In the light of this more recent guidance, I have therefore applied the established tests to the three challenges made without regard to the ‘golden rule’.
It follows that I am not required to speculate what might have transpired had Irene Scammell had a private discussion with Mr. Steele of the sort contemplated in the last sentence of the report of the judgment of Templeman J in Kenward v. Adams. I have found that Irene Scammell was capable of making a will on 21st January 2003, she was not coerced by Lynda Farmer into making the provision she made, and she knew and approved of that provision.
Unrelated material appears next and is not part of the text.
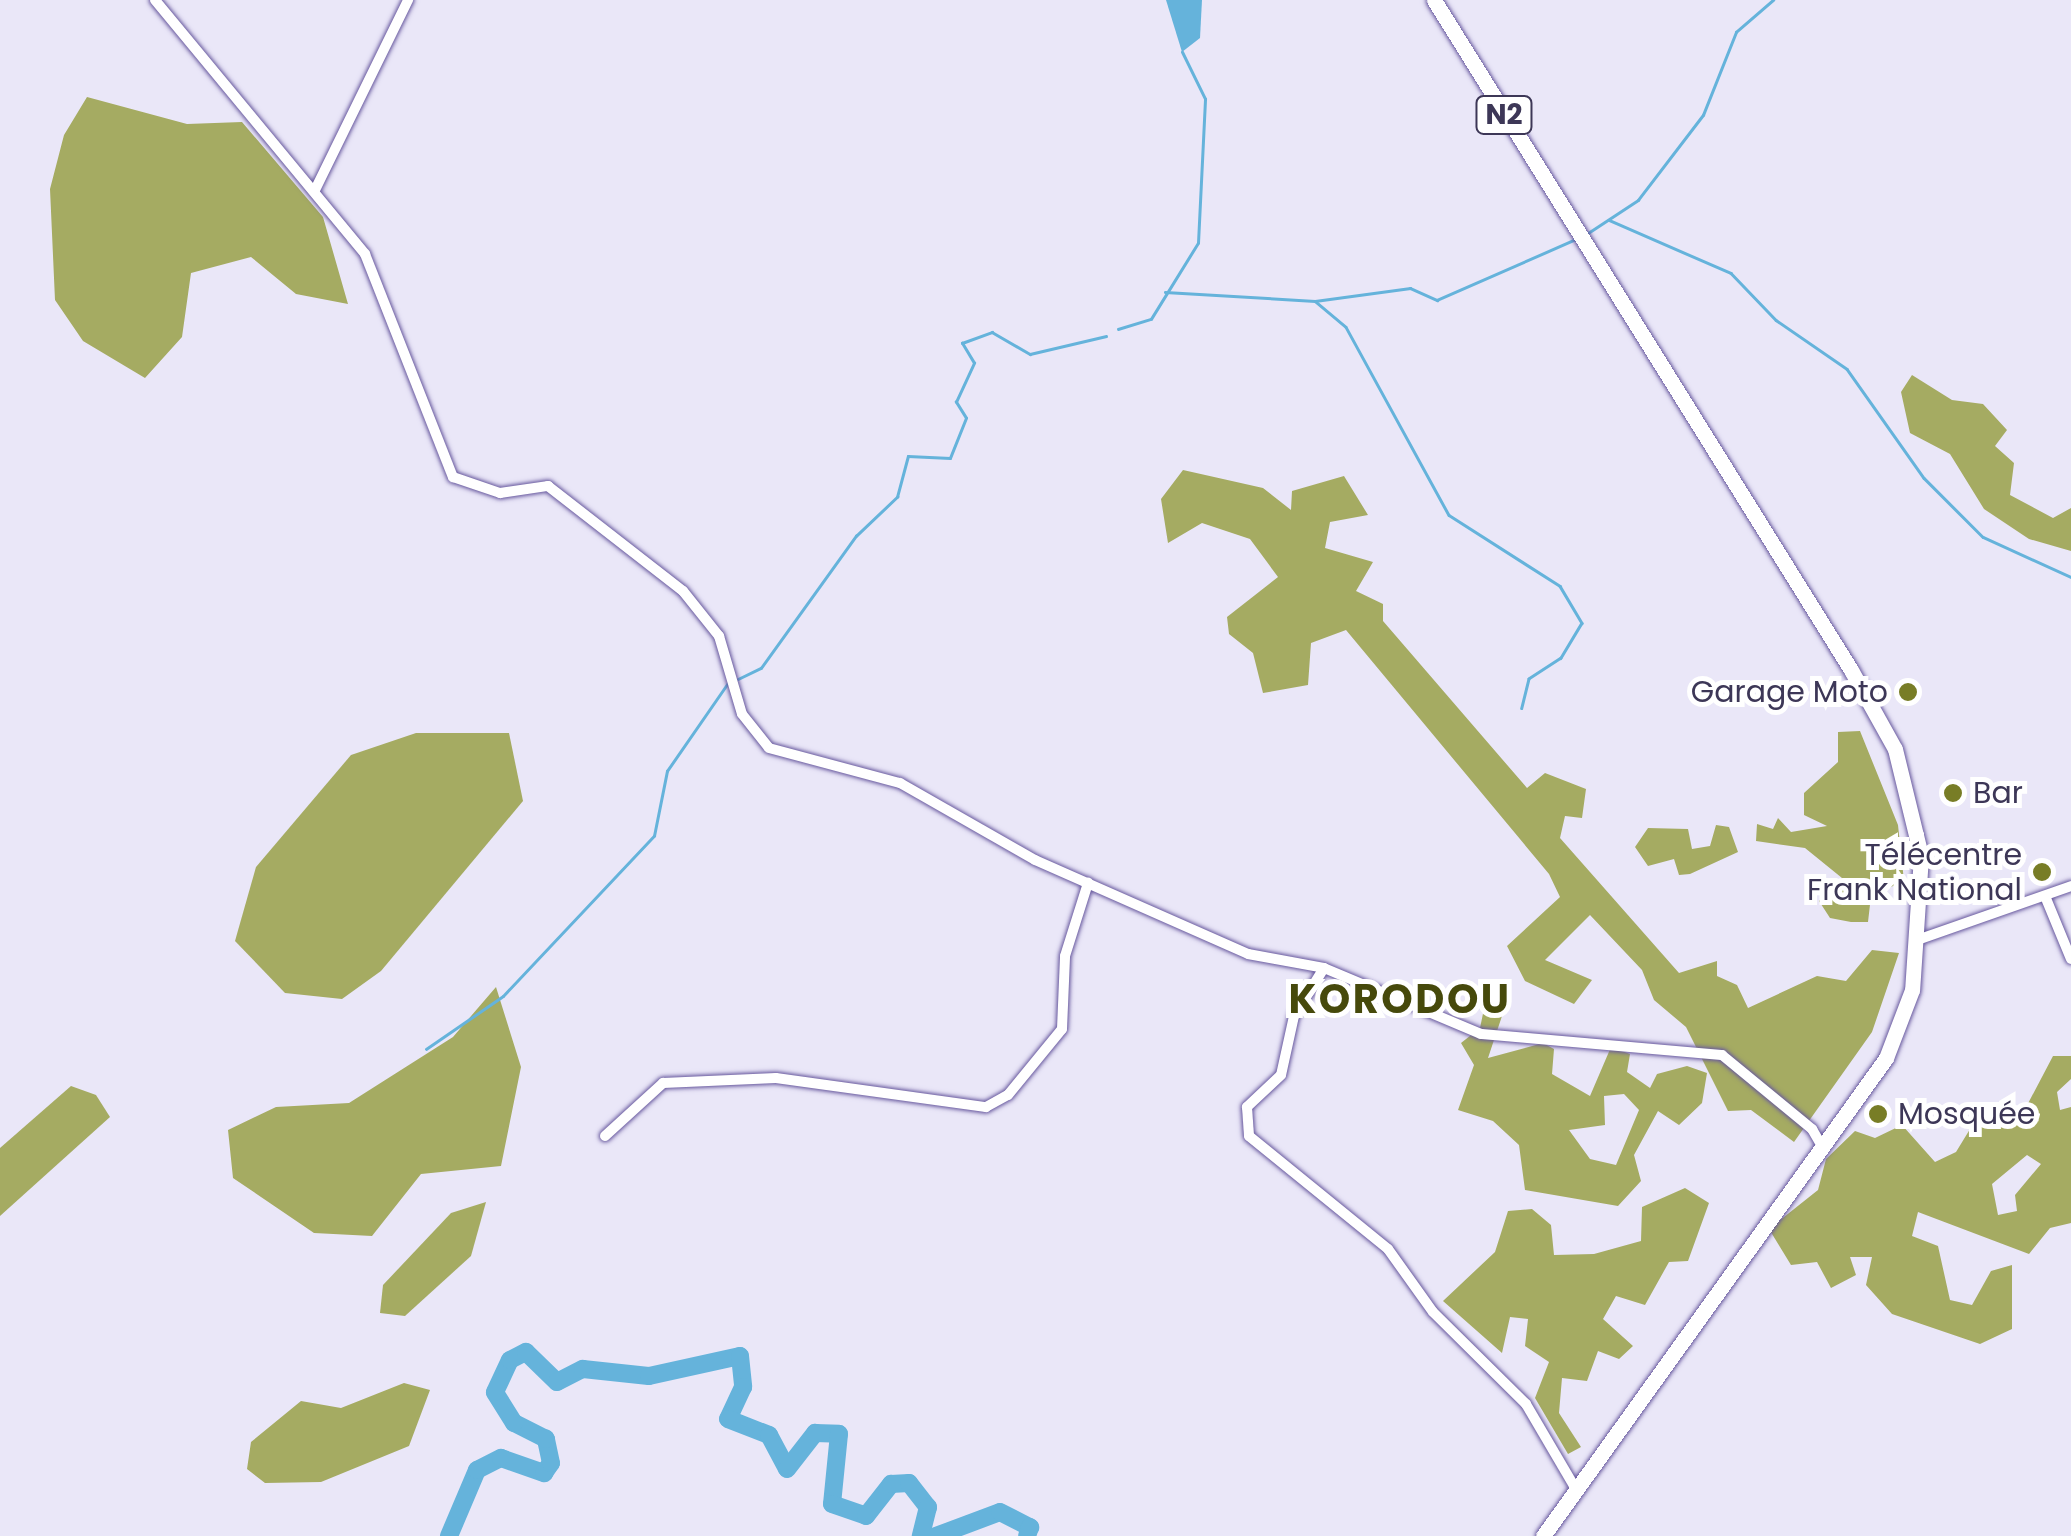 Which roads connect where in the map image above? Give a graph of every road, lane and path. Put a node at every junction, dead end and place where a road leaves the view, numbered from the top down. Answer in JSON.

In the event, although the Claimants were not overlooked, their voices went unheard in Irene Scammell’s decision-making processes because they were unaware of what was happening, and because Irene was subjected to the persuasion of their aunt who in fighting her own corner had scant regard for theirs.
I should emphasise that it has not been suggested that Mr. Steele acted in breach of any duty he owed to Irene Scammell, or to anyone else. He was instructed to assist Irene Scammell to make a Will; he agreed to do so for £75 plus VAT, which is scarcely a King’s ransom for what must have occupied more than 1 hour of his time. He was not instructed to advise Irene Scammell on how to dispose of her estate on her death. He was not told that there was a Will already in existence, and he did not consider it important to enquire whether there was.
For the reasons I have given I dismiss the Claimants’ claim.
I would appreciate receiving written submissions from both parties at least 24 hours before the formal handing down of this judgment on the question of costs, especially if there is to be any suggestion that Lynda Farmer should bear some or all of her own legal costs because of the way she conducted herself after Irene Scammell’s death; or any suggestion that any part of the Claimants’ costs should be borne by Irene Scammell’s estate because of the (in the event false but uncorrected) expectation of benefit generated by Irene Scammell’s representations over the years, that the Claimants were to benefit substantially upon her death. It would be helpful if any such submissions also included an indication of the extent of the costs incurred.